Thinking back to all that supposed freedom in my early 20s doesn’t really help. The severance check they gave me ran out by autumn and I was living hand-to-mouth most of the next year, my big year in running. That’s actually a familiar story to many of us from back in those days. We were willing to sacrifice almost anything to run a little faster or a little longer. Running was an obsession.
I once said to my mother while she was alive that I felt a little regret at being so self-indulgent during those years. Without hesitation she said, “I don’t think so. You burned brightly.” She’d seen me win races with that fiery look on my face and the early signs of balding creeping back my forehead. She knew that you have to take some selfish chances in life when the time is right. The drive to be so obsessed is no longer there.
The writer John Irving was one of my favorite reads back in those days. One of the lead characters in his book Hotel New Hampshire said, “You’ve got to get obsessed and stay obsessed.” He was talking about wrestling, in that context. But we all knew it was a statement about life as well.

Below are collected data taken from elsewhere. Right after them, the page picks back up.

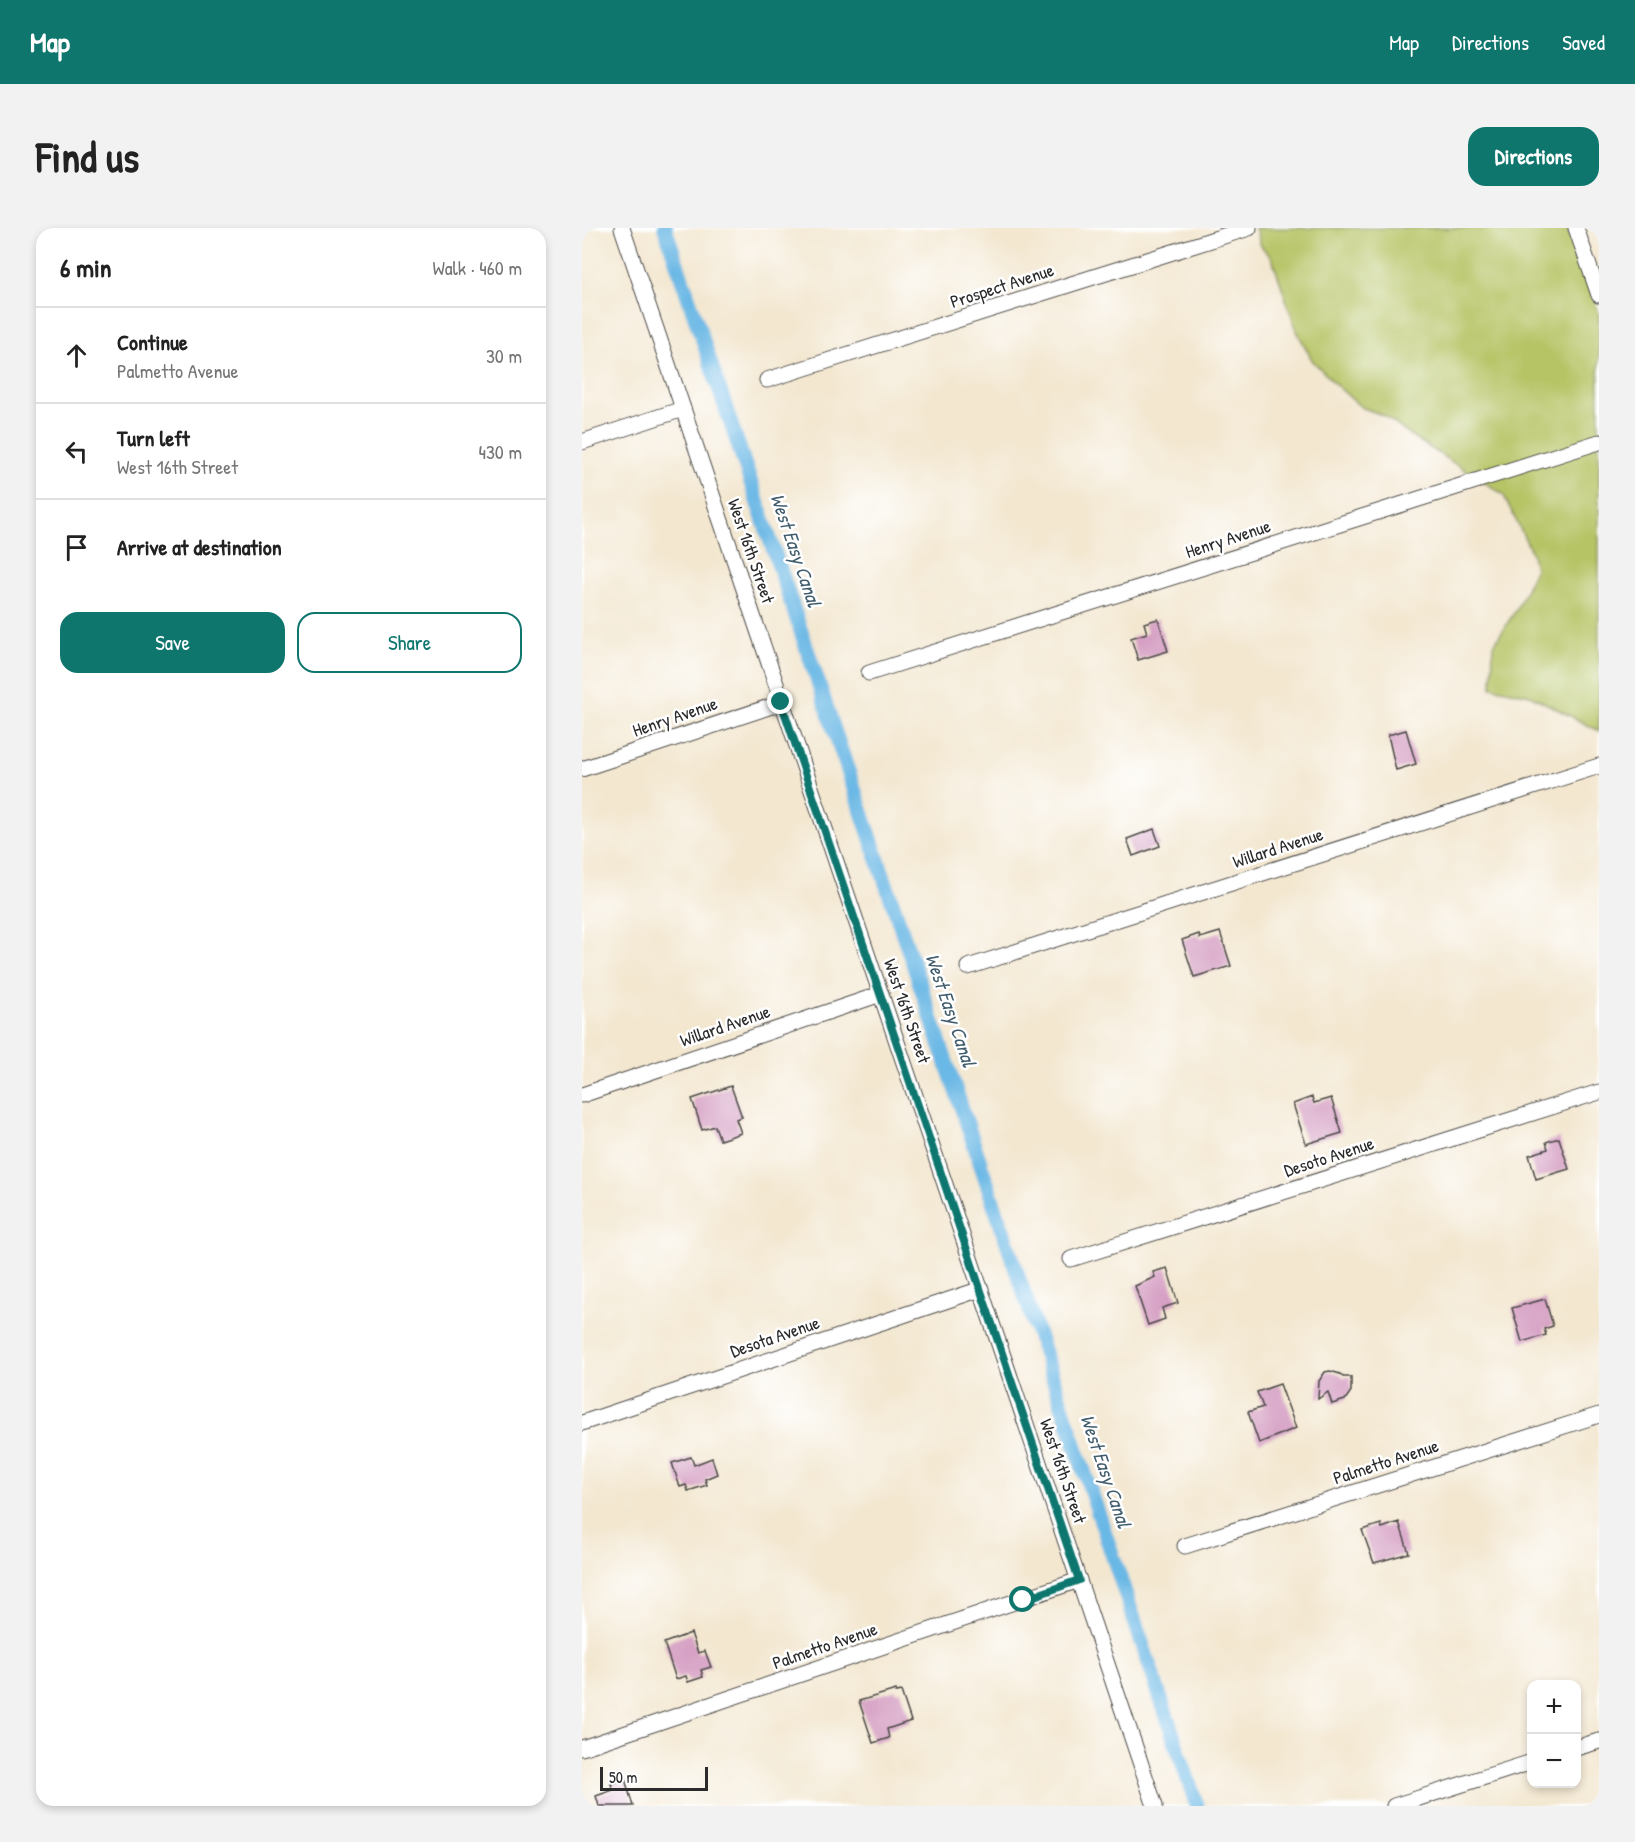 <!DOCTYPE html>
<meta charset="utf-8">
<style>
:root{--surface:#fff;--page:#f2f2f2;--text:#222;--muted:#767676;--line:#e0e0e0;--accent:#0f766e}
body{margin:0;font-family:"Patrick Hand",sans-serif;background:var(--page);color:var(--text)}
.controls{position:absolute;right:18px;bottom:18px;display:grid;overflow:hidden;border-radius:12px;box-shadow:0 3px 9px #0003}
.controls button{width:54px;height:54px;display:grid;place-items:center;padding:0;border:0;border-bottom:2px solid var(--line);background:var(--surface);color:var(--text);font:30px sans-serif}
.scale{position:absolute;left:18px;bottom:15px;width:108px;box-sizing:border-box;padding-left:6px;border:3px solid #2b2b2b;border-top:0;font-size:16px;line-height:21px;white-space:nowrap;color:#2b2b2b;-webkit-text-stroke:4px #fff;paint-order:stroke}
.stop{position:absolute;width:18px;height:18px;margin:-14px;border:4px solid #0f766e;border-radius:50%;background:#fff}
.stop.end{background:#0f766e;border-color:#fff;box-shadow:0 2px 6px #0008}
.list{margin:0;padding:0;list-style:none}
h2{display:flex;justify-content:space-between;align-items:center;height:78px;margin:0;padding:0 24px;font-size:26px}
h2 small{font-size:20px;font-weight:400;color:var(--muted)}
.list li{display:grid;grid-template-columns:39px 1fr auto;gap:18px;align-items:center;box-sizing:border-box;height:96px;padding:0 24px;border-top:2px solid var(--line)}
.list b{display:block;font-size:22px;white-space:nowrap}
.list p{margin:0;font-size:20px;white-space:nowrap;color:var(--muted)}
.list em{font-size:20px;font-style:normal;color:var(--muted)}
.actions{display:flex;gap:12px;padding:18px 24px}
.actions a{flex:1;padding:14px 0;border:2px solid var(--accent);border-radius:18px;text-align:center;font-size:21px;color:var(--accent)}
.actions .main{background:var(--accent);color:#fff}
.icon{flex:none;width:33px;height:33px;fill:none;stroke:currentColor;stroke-width:2;stroke-linecap:round;stroke-linejoin:round}
.map{position:relative;flex:none;width:1017px;height:1578px;overflow:hidden;border-radius:18px}
header{display:flex;align-items:center;gap:36px;box-sizing:border-box;height:84px;padding:0 30px;background:var(--accent);color:#fff}
header strong{font-size:28px}
nav{display:flex;gap:33px;margin-inline-start:auto;font-size:21px}
.intro{display:flex;align-items:center;justify-content:space-between;box-sizing:border-box;height:144px;padding:0 36px}
h1{margin:0;font-size:42px}
.button{padding:15px 27px;border-radius:18px;background:var(--accent);color:#fff;font-size:21px;font-weight:700}
main{display:flex;gap:36px;padding:0 36px}
aside{flex:1;background:var(--surface);border-radius:18px;box-shadow:0 3px 9px #0003}
.map>svg:first-child{display:block}
.green{fill:#b7c466;stroke:#717848;stroke-width:1.5}
.lines{fill:none;stroke-linecap:round;stroke-linejoin:round}
.canal{stroke:#6bb8e5;stroke-width:15}
.building{fill:#d6a0c4}
.minor-casing{stroke:#494744;stroke-width:17}
.minor{stroke:#fff;stroke-width:15}
.route{stroke:#0f766e;stroke-width:8}
.labels{text-anchor:middle;stroke-width:5;stroke-linejoin:round;paint-order:stroke}
.street-label{font-size:18px;fill:#2b2b2b;stroke:#fff}
.water-label{font-size:20px;font-style:italic;fill:#415c6c;stroke:#fff}
</style>
<header>
<strong>Map</strong>
<nav><a>Map</a><a>Directions</a><a>Saved</a></nav>
</header>
<div class="intro"><h1>Find us</h1><a class="button">Directions</a></div>
<main>
<aside>
<h2>6 min<small>Walk · 460 m</small></h2>
<ul class="list">
<li><svg class="icon" aria-label="ahead" viewBox="0 0 24 24"><path d="M12 20V5M6 11l6-6 6 6"/></svg><div><b>Continue</b><p>Palmetto Avenue</p></div><em>30 m</em></li>
<li><svg class="icon" aria-label="left" viewBox="0 0 24 24"><path d="M17 20v-9H6M10 6l-5 5 5 5"/></svg><div><b>Turn left</b><p>West 16th Street</p></div><em>430 m</em></li>
<li><svg class="icon" aria-label="arrive" viewBox="0 0 24 24"><path d="M6 21V4h12l-3 4 3 4H6"/></svg><div><b>Arrive at destination</b></div></li>
</ul>
<div class="actions"><a class="main">Save</a><a>Share</a></div>
</aside>
<div class="map">
<svg width="1017" height="1578" viewBox="0 0 1017 1578">
<rect width="100%" height="100%" fill="#fff"/>
<filter id="ink" filterUnits="userSpaceOnUse"><feTurbulence type="fractalNoise" baseFrequency=".0167" numOctaves="2"/><feDisplacementMap in="SourceGraphic" scale="12" xChannelSelector="R" yChannelSelector="G"/><feConvolveMatrix kernelMatrix="1 2 1 2 8 2 1 2 1" color-interpolation-filters="sRGB"/></filter>
<filter id="wash" filterUnits="userSpaceOnUse"><feTurbulence type="fractalNoise" baseFrequency=".008" numOctaves="4" result="noise"/><feDisplacementMap in="SourceGraphic" scale="24" xChannelSelector="R" yChannelSelector="G"/><feGaussianBlur stdDeviation="1.35" result="paint"/><feColorMatrix in="noise" values="0 0 0 0 0 0 0 0 0 0 0 0 0 0 0 0 0 1.4 0 .05"/><feComposite in="paint" operator="in"/></filter>
<g filter="url(#wash)">
<rect width="100%" height="100%" fill="#f3e7d0"/>
<path class="green" d="M 673,0 L 985,0 L 1017,85 L 1017,503 L 948,467 L 910,459 L 911,418 L 934,382 L 953,342 L 950,325 L 921,266 L 826,206 L 803,188 L 779,179 L 754,157 L 730,132 L 714,101 L 690,30 L 679,18 Z"/>
<g class="lines">
<path class="canal" d="M 83,0 L 615,1578"/>
</g>
<g id="blocks">
<g class="building">
<path d="M 576,391 L 586,423 L 556,432 L 549,410 L 565,405 L 562,395 Z"/>
<path d="M 824,502 L 834,536 L 814,542 L 806,507 Z"/>
<path d="M 572,601 L 578,618 L 551,628 L 545,611 Z"/>
<path d="M 638,704 L 649,738 L 612,749 L 600,712 L 617,706 L 618,710 Z"/>
<path d="M 149,858 L 160,889 L 154,891 L 159,905 L 138,912 L 133,898 L 120,902 L 110,871 Z"/>
<path d="M 730,869 L 732,875 L 749,870 L 760,905 L 724,916 L 711,876 Z"/>
<path d="M 977,910 L 987,941 L 954,951 L 947,927 L 966,921 L 964,914 Z"/>
<path d="M 585,1040 L 596,1075 L 580,1080 L 583,1091 L 566,1097 L 553,1058 L 573,1049 L 571,1044 Z"/>
<path d="M 963,1071 L 971,1098 L 962,1101 L 964,1107 L 940,1114 L 930,1080 Z"/>
<path d="M 748,1143 L 758,1146 L 761,1149 L 769,1149 L 769,1163 L 763,1172 L 750,1176 L 746,1164 L 736,1171 L 737,1153 L 743,1144 Z"/>
<path d="M 698,1156 L 714,1200 L 677,1215 L 666,1184 L 681,1179 L 675,1164 Z"/>
<path d="M 109,1229 L 112,1237 L 130,1230 L 135,1246 L 123,1251 L 125,1257 L 106,1263 L 104,1257 L 98,1259 L 90,1235 Z"/>
<path d="M 817,1294 L 827,1325 L 792,1335 L 780,1302 L 799,1296 L 800,1300 Z"/>
<path d="M 109,1405 L 116,1425 L 123,1423 L 129,1439 L 119,1442 L 121,1449 L 106,1454 L 104,1448 L 94,1451 L 82,1415 Z"/>
<path d="M 314,1462 L 314,1464 L 319,1463 L 329,1493 L 305,1501 L 307,1510 L 291,1515 L 277,1473 Z"/>
<path d="M 43,1551 L 51,1578 L 17,1578 L 14,1568 L 31,1562 L 29,1556 Z"/>
</g>
</g>
</g>
<g filter="url(#ink)">
<use href="#blocks" fill-opacity="0" stroke="#494744" stroke-width="1.5"/>
<g class="lines">
<g class="minor-casing">
<g id="minor">
<path d="M 40,0 L 573,1578"/>
<path d="M 994,0 L 1017,67"/>
<path d="M 185,152 L 667,0"/>
<path d="M 0,214 L 101,181"/>
<path d="M 287,445 L 1017,214"/>
<path d="M 0,541 L 199,475"/>
<path d="M 386,739 L 1017,538"/>
<path d="M 0,867 L 299,766"/>
<path d="M 489,1031 L 1017,864"/>
<path d="M 0,1195 L 399,1061"/>
<path d="M 603,1318 L 1017,1187"/>
<path d="M 0,1520 L 497,1352"/>
<path d="M 994,1520 L 1017,1513"/>
<path d="M 812,1578 L 950,1534"/>
</g>
</g>
<use href="#minor" class="minor"/>
</g>
</g>
<g class="lines" filter="url(#ink)">
<path class="route" d="M 199,474 L 497,1352 L 441,1372"/>
</g>
<g class="labels">
<g class="street-label">
<text transform="translate(420 58) rotate(-18)" y="6">Prospect Avenue</text>
<text transform="translate(646 311) rotate(-18)" y="6">Henry Avenue</text>
<text transform="translate(169 323) rotate(71)" y="6">West 16th Street</text>
<text transform="translate(93 489) rotate(-19)" y="6">Henry Avenue</text>
<text transform="translate(696 620) rotate(-18)" y="6">Willard Avenue</text>
<text transform="translate(325 783) rotate(71)" y="6">West 16th Street</text>
<text transform="translate(143 798) rotate(-19)" y="6">Willard Avenue</text>
<text transform="translate(747 929) rotate(-18)" y="6">Desoto Avenue</text>
<text transform="translate(193 1109) rotate(-19)" y="6">Desota Avenue</text>
<text transform="translate(804 1234) rotate(-18)" y="6">Palmetto Avenue</text>
<text transform="translate(481 1243) rotate(71)" y="6">West 16th Street</text>
<text transform="translate(243 1418) rotate(-19)" y="6">Palmetto Avenue</text>
</g>
<g class="water-label">
<text transform="translate(214 322) rotate(71)" y="7">West Easy Canal</text>
<text transform="translate(369 782) rotate(71)" y="7">West Easy Canal</text>
<text transform="translate(524 1243) rotate(71)" y="7">West Easy Canal</text>
</g>
</g>
</svg>
<div class="controls">
<button>+</button>
<button>−</button>
</div>
<div class="scale">50 m</div>
<div class="stop" style="left:441px;top:1372px"></div>
<div class="stop end" style="left:199px;top:474px"></div>
</div>
</main>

It’s hard not to feel a little selfish about my time going forward. I’m sixty-two years old and trying to save my ass off to plan for retirement, but life is rocky sometimes and the ups and downs can trip you up. That said, I’m writing books because there are things I want to say, and I believe the world needs to hear them. Perhaps that is a selfish thing to assume, but that is the core mission of every writer and artist on this earth. Produce or die. Say what you have to say. Show your goddamned cards or shut the fuck up. No one ever said life as an artist or writer is easy. But it’s much harder for those of us with these penchants to not do anything at all. That is anathema.
Power to the pup
It’s even hard for me some days to not be resentful in my new duties as a dog owner. So much of the scheduled routine reminds me of all those caregiving years. Waking up every morning (and sometimes at night) to think, “What do they need today?” has been part of my psyche so long that it feels like a native anxiety. So part of me rebels at the thought of new obligations. I want to feel selfish and not feel guilty about it.
But that’s not really me. It never really has been. Not since I retired from competitive racing anyway. My selfish brain still has selfish thoughts, but then I see the light in the eyes of those I love and that all melts away. After all, it’s time to face another day. I always try to do it the right way. By putting others first.